A Marine veteran and solar energy entrepreneur, McCready tried to run as a moderate Democrat who opposed impeaching Trump, “Medicare for All” and an assault weapons ban. As his fellow Democrats did in 2018, he stuck to a message about health care, which his campaign saw as a unifying theme that would appeal to both suburban independents and moderate Republicans in the west and Democratic base voters in the east.

Bishop, a Charlotte-area lawyer, was a very different candidate from Harris, an anti-establishment conservative who had unseated the Republican incumbent Robert Pittenger in a 2018 primary. But Bishop, too, went all in on his support for Trump in this campaign. Recognizing that Mecklenburg County was trending Democratic, his team made a play for the eastern part of the district, while holding on to Harris’ margin in conservative Union County.

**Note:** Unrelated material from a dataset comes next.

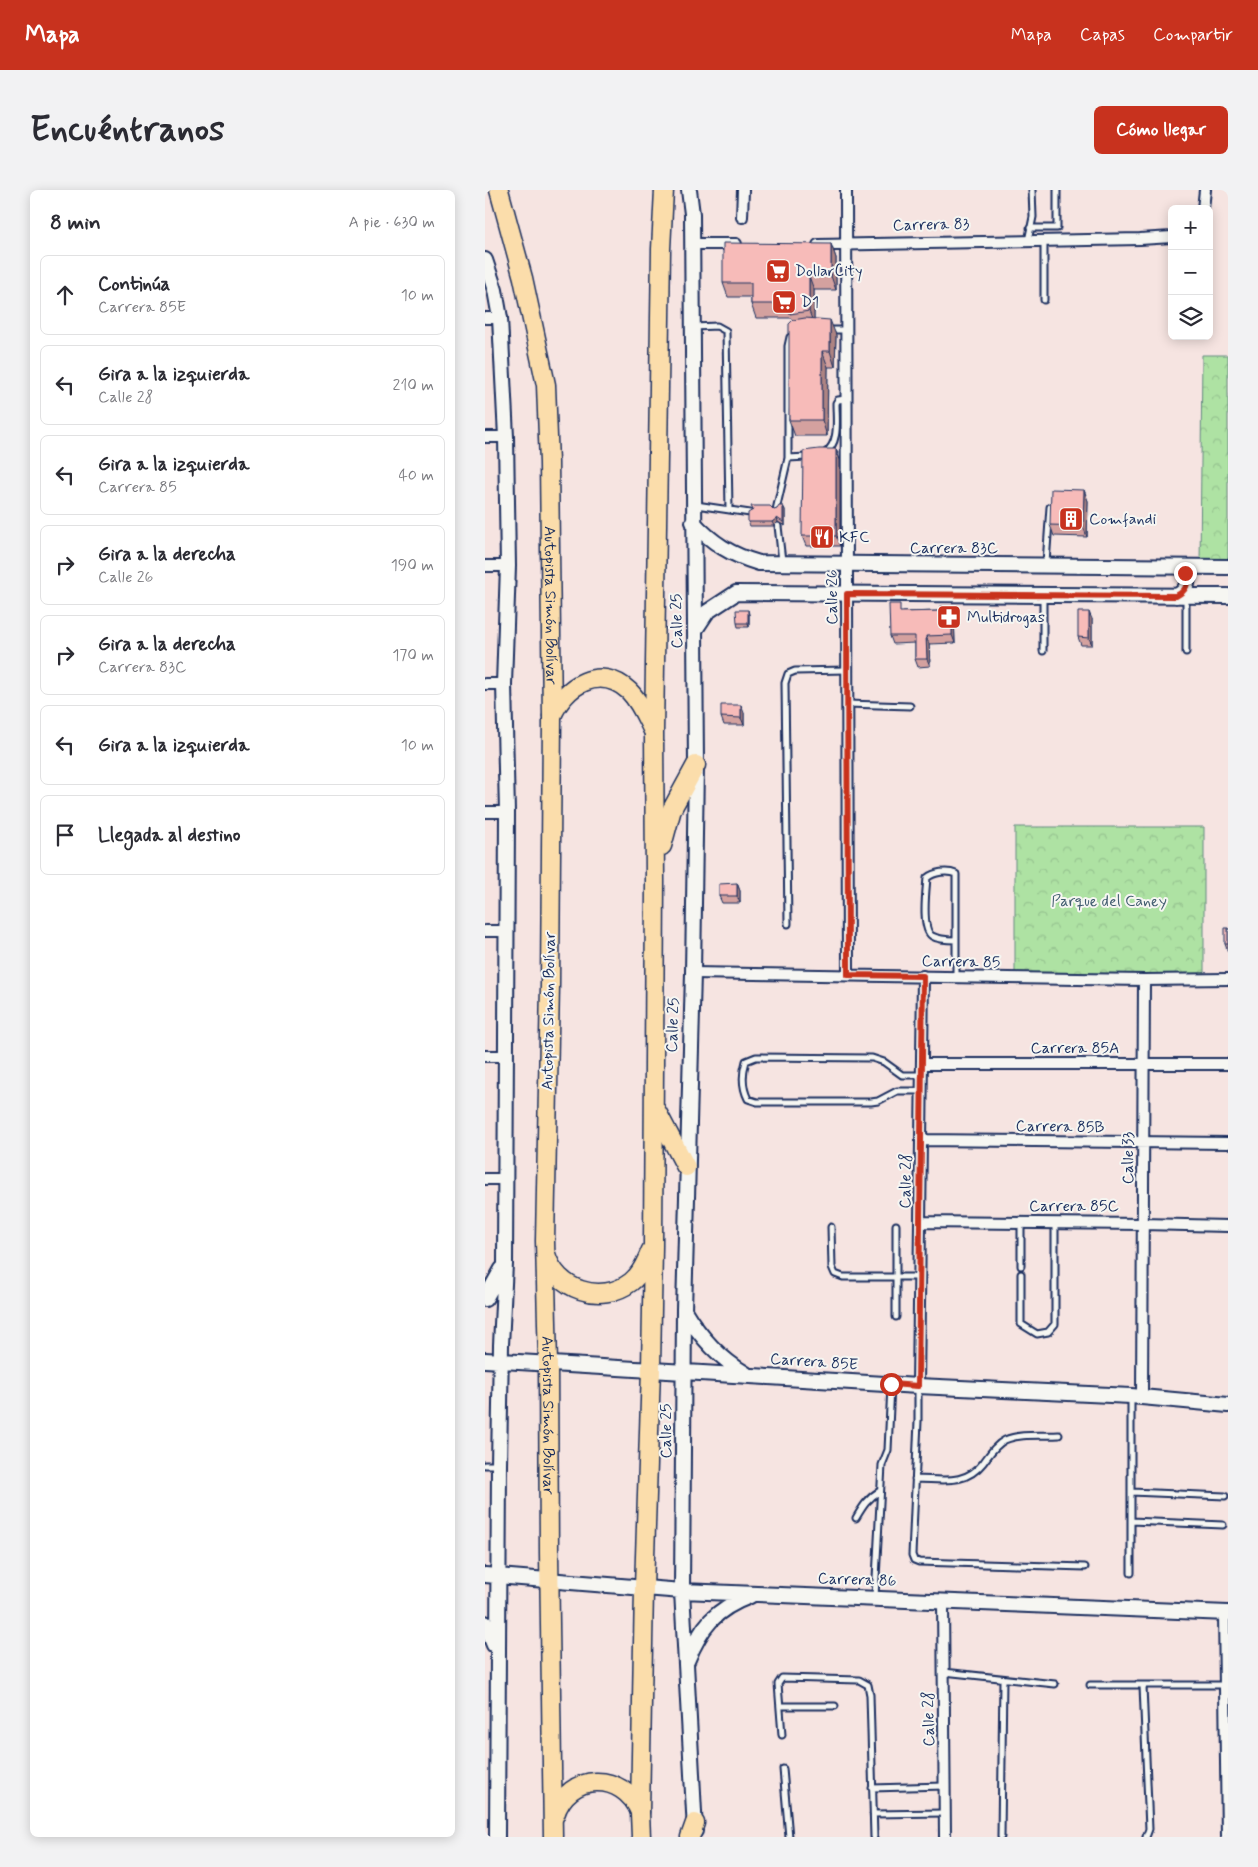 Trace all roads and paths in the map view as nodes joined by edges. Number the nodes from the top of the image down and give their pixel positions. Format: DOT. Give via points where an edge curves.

McCready was trailing in Richmond and Cumberland counties Tuesday night, two counties he won last fall. Trump’s rally Monday night in Fayetteville is credited with boosting conservative turnout in Cumberland.

Another trouble spot for McCready was in Robeson County, particularly among the Lumbee tribe, which backed Trump in 2016 but had supported McCready in 2018. Support for McCready in Robeson County precincts where registered Native Americans made up more than 50 percent of voters fell by 11 points, according to calculations by Catawba College professor Michael Bitzer. McCready won those precincts with 58 percent of the vote in 2018; this year, he got only 47 percent. 

“This is the surprise of this campaign,” Bitzer said. “It caught everybody off guard.”